Why the public's perception of hybrid products is wrong: The difference between "and" and "or"

By Vertical Vision

Vertical Vision

I think linked benefit or hybrid products may create a false sense of security. To understand why, it's time to put ourselves in the client's position and look at financial products through their eyes.

One of the products gaining a significant amount of attention right now is linked benefit or hybrid products. These are some variation on the theme of providing death benefit as well as accelerated benefit provisions for chronic and critical illness, with some also including disability coverage as part of the mix. The hook is that these products provide coverage for any number of the "what ifs" in life in one easy-to-understand package.

The question in my mind is, are these products really as easily understood by the public as we all think?

Why concern ourselves with this? Very simply, I think these products may create a false sense of security. To understand why, it's time to put ourselves in the client's position and look at financial products through their eyes. Specifically, I think back to when ROP term hit the market and all the advertising I heard on the radio and saw in print. The public perception was that these products delivered very competitive premiums and that the client would get all their premium dollars back at the end of the level period. The truth, as well all know, is that it is really a matter of competitive premiums or receiving your premiums back.

That critical difference between "and" and "or" has proven to be the difference in the product becoming widely accepted and sold versus occupying the niche product it does today. Market share does not lie, and as a percentage of the total insurance market, ROP term is a bit player.
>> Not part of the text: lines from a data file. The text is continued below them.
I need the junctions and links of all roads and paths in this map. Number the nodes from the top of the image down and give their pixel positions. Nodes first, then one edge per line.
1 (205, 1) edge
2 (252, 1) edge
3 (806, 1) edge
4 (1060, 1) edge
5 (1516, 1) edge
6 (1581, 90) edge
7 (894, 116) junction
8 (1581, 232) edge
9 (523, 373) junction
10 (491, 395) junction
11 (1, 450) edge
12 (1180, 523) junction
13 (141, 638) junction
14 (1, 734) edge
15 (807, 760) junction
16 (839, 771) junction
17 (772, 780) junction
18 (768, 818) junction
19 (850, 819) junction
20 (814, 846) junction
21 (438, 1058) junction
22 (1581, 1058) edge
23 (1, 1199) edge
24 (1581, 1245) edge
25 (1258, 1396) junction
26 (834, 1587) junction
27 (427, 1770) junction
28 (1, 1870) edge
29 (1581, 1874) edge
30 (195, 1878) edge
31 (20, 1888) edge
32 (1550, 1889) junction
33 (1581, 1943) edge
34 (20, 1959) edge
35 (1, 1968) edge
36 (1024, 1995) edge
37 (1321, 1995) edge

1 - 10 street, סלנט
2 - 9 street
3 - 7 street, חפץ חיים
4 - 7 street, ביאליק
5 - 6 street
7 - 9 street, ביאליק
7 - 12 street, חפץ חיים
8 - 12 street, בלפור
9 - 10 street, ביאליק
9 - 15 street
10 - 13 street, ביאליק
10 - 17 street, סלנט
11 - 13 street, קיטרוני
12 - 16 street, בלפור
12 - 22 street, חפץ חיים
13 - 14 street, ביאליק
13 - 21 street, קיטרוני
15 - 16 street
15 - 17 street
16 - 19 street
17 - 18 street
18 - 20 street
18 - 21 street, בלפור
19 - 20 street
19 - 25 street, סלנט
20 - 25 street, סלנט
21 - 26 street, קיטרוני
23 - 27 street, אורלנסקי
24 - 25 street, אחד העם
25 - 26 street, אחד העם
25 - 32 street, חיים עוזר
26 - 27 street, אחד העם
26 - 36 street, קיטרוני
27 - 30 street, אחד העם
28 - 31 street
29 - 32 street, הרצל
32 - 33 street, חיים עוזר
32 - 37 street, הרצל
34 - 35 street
Fast forward to today, and we have linked benefit products being marketed aggressively, and yet another public perception problem. I think the public views these products as providing death benefit and living benefits, when in reality, it is almost always a matter of death benefits or living benefits.

Quite simply, when the mechanism for providing living benefits is an acceleration of the death benefit, it has to be an "or" rather than an "and." Sure, there may be a small residual death benefit after acceleration occurs, but that will be small comfort when an insured passes after accelerating virtually all of their death benefit to cover chronic or critical illness needs during their lifetime.

Don't get me wrong, I think this type of coverage is actually a great risk management tool, particularly in the context of spiraling LTC costs. It is not, however, the Swiss army knife that it is being touted as.
So if we all see the gaping hole that this approach can leave in a risk management plan, what is the solution? At the very least, stack some term insurance on top of this type of contract. Properly structured, a term insurance contract of the appropriate duration can provide the additional liquidity that will likely be needed at the end of an extended illness that has drained the linked benefit product. It also provides the flexibility to convert some or all of the term if there is a recovery after a critical illness acceleration has occurred, essentially replacing the permanent coverage that has been lost to the acceleration.

A second alternative is to "gross up" the face amount to provide a cushion of permanent coverage that the client intends to leave intact in the event of a critical or chronic illness claim.

The bottom line is that simply because there was an actual need and subsequent claim for the critical or chronic illness coverage does not mean the need for the death benefit has magically disappeared. It is still very real, and perhaps more needed than ever after an extended illness. The good news is that by doing the right thing by the client and covering both needs via either of the above strategies, you also give yourself a raise.